I like GH very much since it is very powerful. It provides the possibility for huge definitions, which are however likely to become spaghetti muddles. One way to prevent this is aligning components. This is already partly implemented, as multiple selected components can be aligned by small buttons. Additionally, there is a lock mechanism that makes it easy to get straight cables.
I would like to present three suggestions to make aligning components even easier:
First: Please make it possible that the lock mechanism is also available for multiple selected components and groups. I like straight cables and if I want to have many consecutive components aligned, I have to move them individually.
Second: When working on the canvas, it would be useful to have shortcuts for alinging selected components. Maybe r for right, l for left, u for up, b for bottom, c for hrizontally centered and e for vertically centered. (These are, by the way, the same shortcuts that are used by CorelDraw.)
Third: Please provide some kind of grid, where components can stick to, if the user wants it.
Just straight up keys are not really possible, as keypresses (unless they are menu shortcuts which always involve a modifier along with a character key) are send directly to the Rhino command line. Arrow keys might work though.
It is very unlikely that grid snapping would yield straight wires, which is why I didn’t try to implement it.

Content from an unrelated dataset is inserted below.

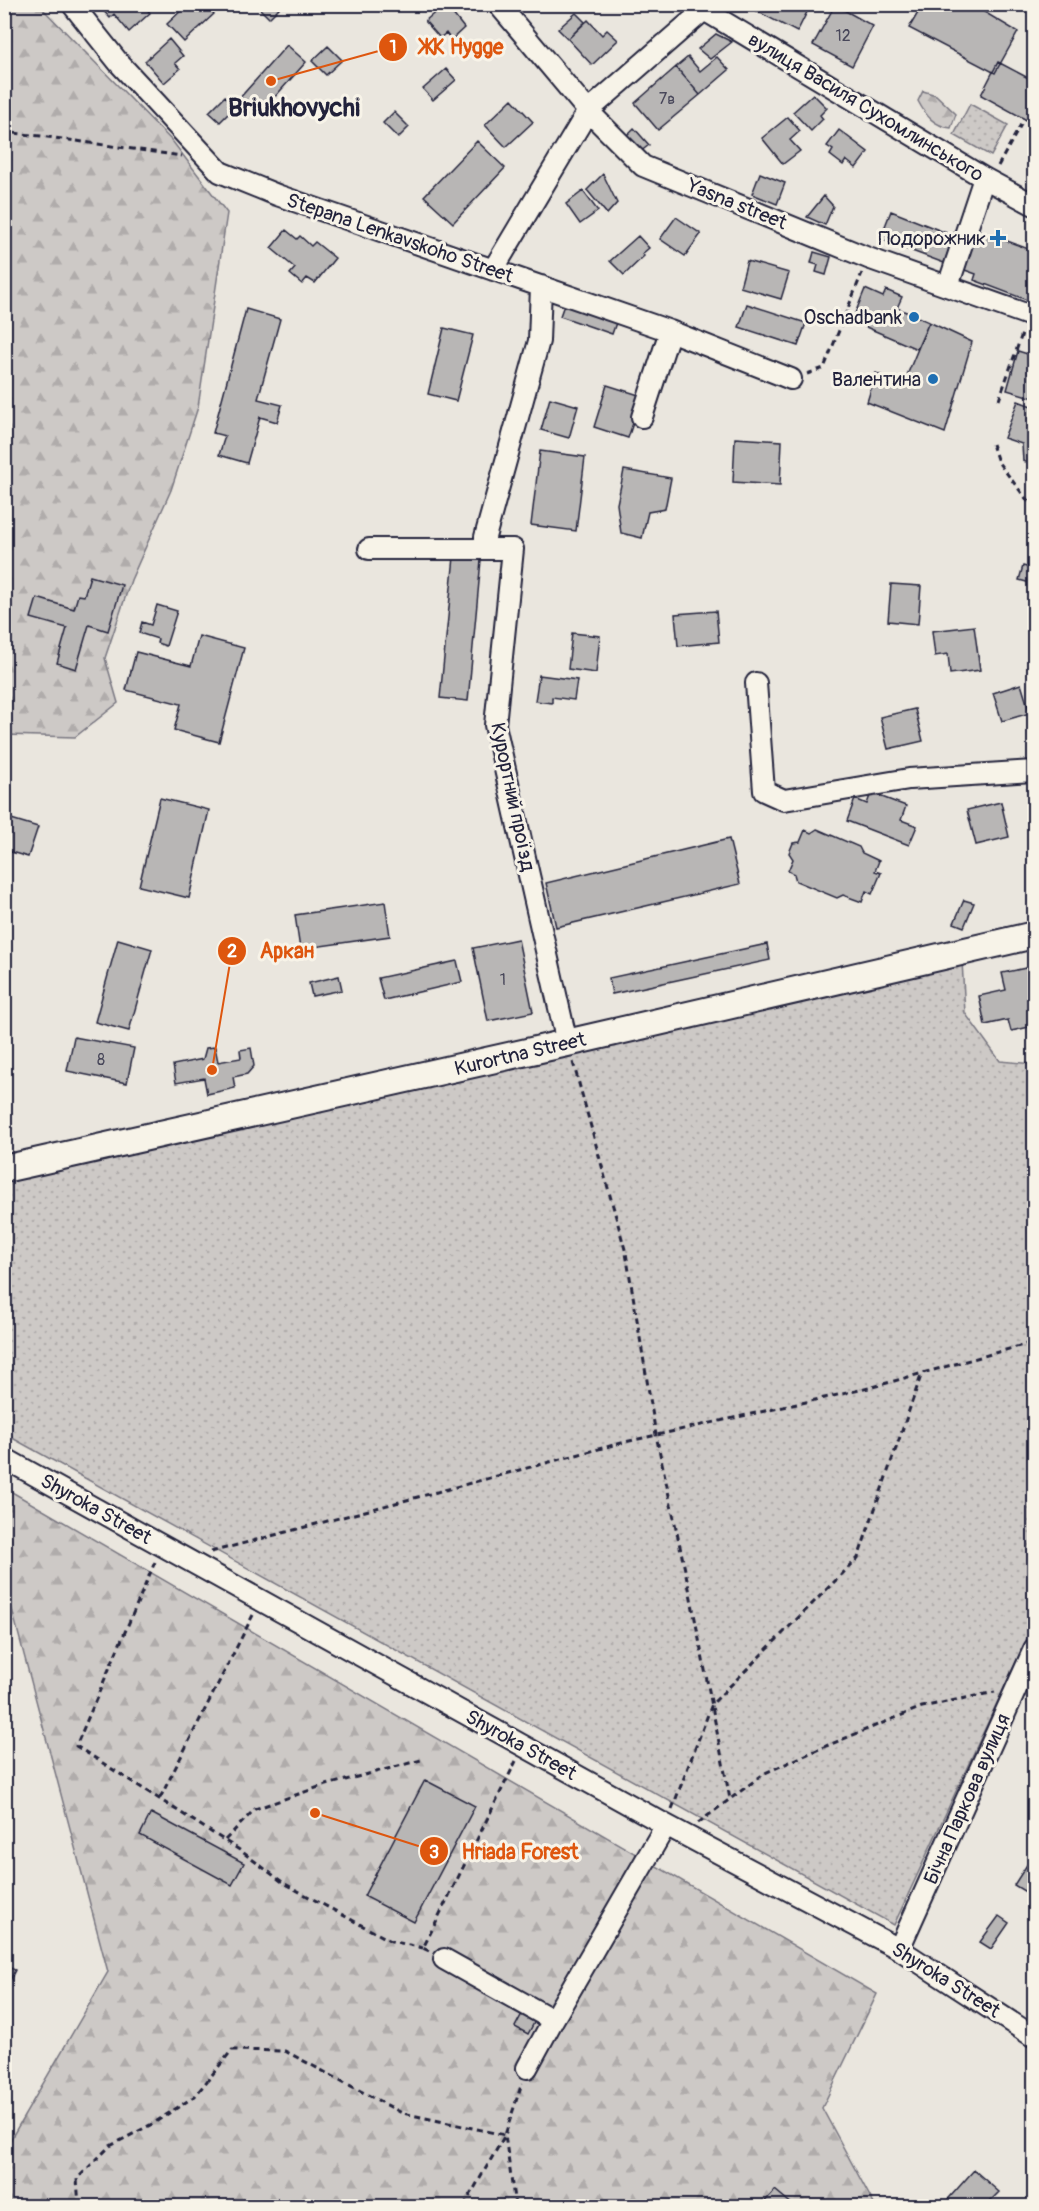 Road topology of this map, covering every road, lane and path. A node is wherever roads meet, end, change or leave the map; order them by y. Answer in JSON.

I’d mostly like to focus on providing more manual snapping constraints (vertical distance between boxes, box edge alignments, wire unit length increments), a bit more standardisation in component box sizing (right now it’s heavily dependent on the sizes of input/output names, making all components ever so slightly different in size), and some auto-layout tools, probably based on the Kangaroo solver.
In addition to force-based graph layout algorithms (assuming that’s what you meant), it might make sense to also look into hierarchical graph layout algorithms (Dynamo has something like this working somewhat). I suspect that the types of graphs one develops in GH (i.e. hierarchical DAGs) lend themselves well to such algorithms (as opposed to classical force-based, but perhaps Kangaroo is implied here as more of a constraint solver).
Edit: I’ve probably pimped this here before, but I’ve been using DOT/GraphViz quite a lot for automated graph drawings (thanks to a tip from @will) such as this one and the ones seen here (on the left). Might be worth looking up the white papers and source perhaps.
When it comes to auto-layout there’s both the perform-layout-on-the-entire-file and clean-up-what-I’ve-done-so-far approaches. I assume people have quite strong feelings about where they want certain components to be, so throwing all that manual positioning away and doing a full auto-layout is not something that you’ll want often. Perhaps when you get a file from someone else that’s a mess…
Totally, untangling spaghetti on the fly to “reveal” the inherent algorithmic logic one has built (and maybe refactor based on that) and keeping things neat and tidy, is probably the most apparent use-case scenario I can see as well… and untangling big muddy balls from hell of course
Edit: Auto-inserting relays might also be part of this, as I recall someone on the old forum was looking into all this come to think of it, using Kangaroo as well.